Monday, October 8, 2007
The Prophetic cry.
A cry in the Wilderness. Oil on Canvas. (Part of a Dyptich in the collection of Mr. Hubert De'Beuff. Normandy. France.}
Not only is Earth the nurturing Mother of all. Human intrusion into her life is seen as dangerous, calling for forgiveness. Indeed, in Hindu ‘high’ tradition, arising from bed in the morning one can step onto the ground only with a prayer asking for forgiveness from Mother Earth.
Humans share Nature’s life together with all creatures. But all human actions also need to be imbued with ‘compassion for all creatures’, a phrase often repeated in such basic scriptures as the Gita. Probably there is direct influence from the Buddhist movement here, that by the time of Christ had captivated the heart of many throughout India. It was first through the ‘middle’ castes and their response to Buddhism that the ethical outlook of the dominant Hindu thinkers too was soon to be so deeply affected. (We noted earlier that the Jaina movement, with its ethic of non-violence – resurgent around the same period as the Buddha’s ministry, i.e. 7th century BCE – also made a great impact on Indian attitudes generally).
What must not be lost sight of is that key factors in all these great movements spring out of more primal cultural life. There is so much primal imagery to be seen: In the Vaishnava worldview, the whole of cosmic life as a body, Vishnu as the sun, or Krishna as a moon-like figure, or Lakshmi (consort of Vishnu) as born out of the lotus; Sarasvati, consort of Brahma, riding on a swan; in Saivism the divine dance, within a circle of fire, as creative potency, or the waters of the Ganga as pouring out on to the head of Siva; in Buddhism, the central image of the tree – especially the sacred Peepul tree - as pointing to liberating insight. References to primal imagery can become endless.
In Indian religious life, then, elemental images remain deeply embedded. No doubt all memory begins with the nurturing breast of the mother, so that the round circle never loses its appeal as a pointer to perfection and bliss. Beyond this there is also wider primal landscape of people’s deeply held unconscious memory, in which elemental surrounds and the seasons that changed them each year, played such a crucial role. Earth, mountains, forests, plains, birds, animals; Water, springs, rivers, lakes, rain; Fire, sun, moon, stars, lightning; Air, wind, storm. All these and much more remain deep archetypal symbols for human consciousness.
In each religious tradition, however, these primal symbols are expanded and enhanced by further spiritual insight. As we saw, the tree gains new significance as a pointer to the Buddha’s inner illumination. Similarly, in Christian experience many of these primal images, without losing something of their originating potency, can become radically enhanced by further insight – usually resulting from some aspect of the Christ-story.

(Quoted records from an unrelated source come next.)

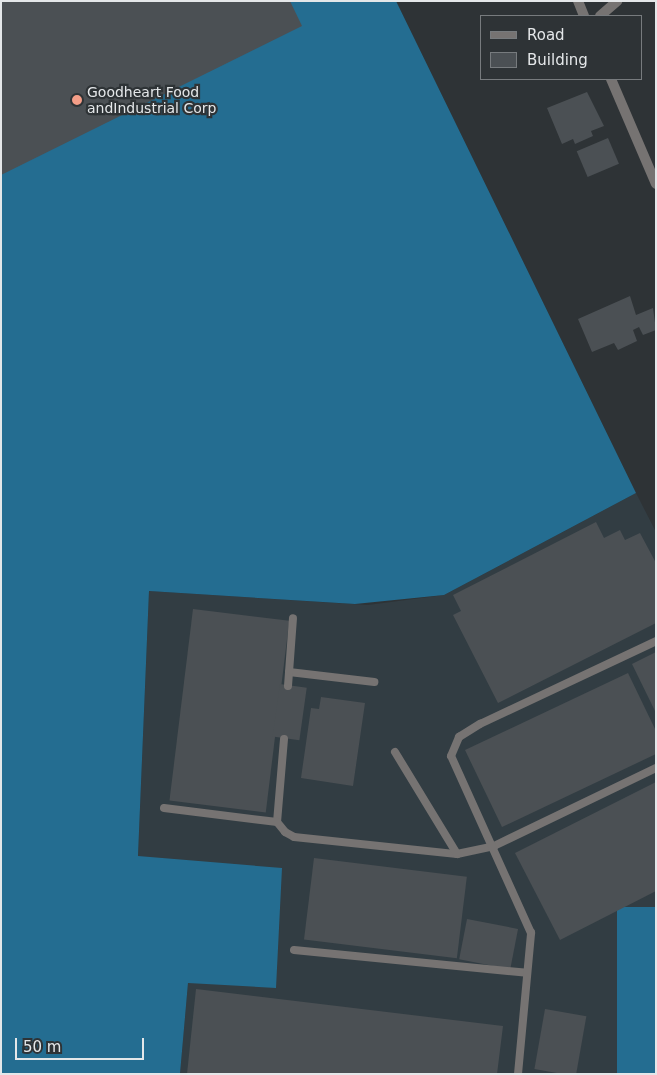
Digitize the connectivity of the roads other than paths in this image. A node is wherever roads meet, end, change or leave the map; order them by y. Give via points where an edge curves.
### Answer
1 (578, 1) edge
2 (617, 1) edge
3 (584, 15) edge
4 (601, 15) edge
5 (611, 80) edge
6 (656, 184) edge
7 (293, 618) dead end
8 (656, 640) edge
9 (289, 672) junction
10 (374, 682) dead end
11 (288, 686) dead end
12 (284, 739) dead end
13 (395, 752) dead end
14 (656, 768) edge
15 (164, 808) dead end
16 (277, 822) junction
17 (494, 846) junction
18 (457, 854) junction
19 (294, 950) dead end
20 (527, 973) junction
21 (518, 1074) edge

1 - 3 street
2 - 4 street
5 - 6 street
7 - 9 lane
8 - 17 lane via 459,737 451,756
9 - 10 lane
9 - 11 lane
12 - 16 lane
13 - 18 lane
14 - 17 lane
15 - 16 lane
16 - 18 lane via 294,837
17 - 18 lane
17 - 20 lane via 531,933
19 - 20 lane
20 - 21 lane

For the Indian Christian, then, there are several layers of ‘insight’ relating to such primal images. As well as being re-visioned within India’s long history of faith, there is the distinctive meaning that Christ brings to, or draws from, such symbolism. Thus, when Jesus declares, ‘I am the water of life’ (or, ‘Light of the world’, ‘True vine’, and so on), there are so many layers of insight and meaning for the reflective Indian Christian seeking to integrate all that has shaped inner consciousness.
Within this experience, there is the discovery of Earth as epiphanic, as throwing up new insight into the true nature of our being. Running counter to much taken for granted in our modern dependence upon the mind’s reasoning power, and in the engineering technology stemming from this, here is a way of seeing things that might yet enable new directions for a human race facing frightening apocalyptic disasters in this third millennium. Humans are challenged to rediscover their true place as co-participants along with Nature within God’s amazing creation.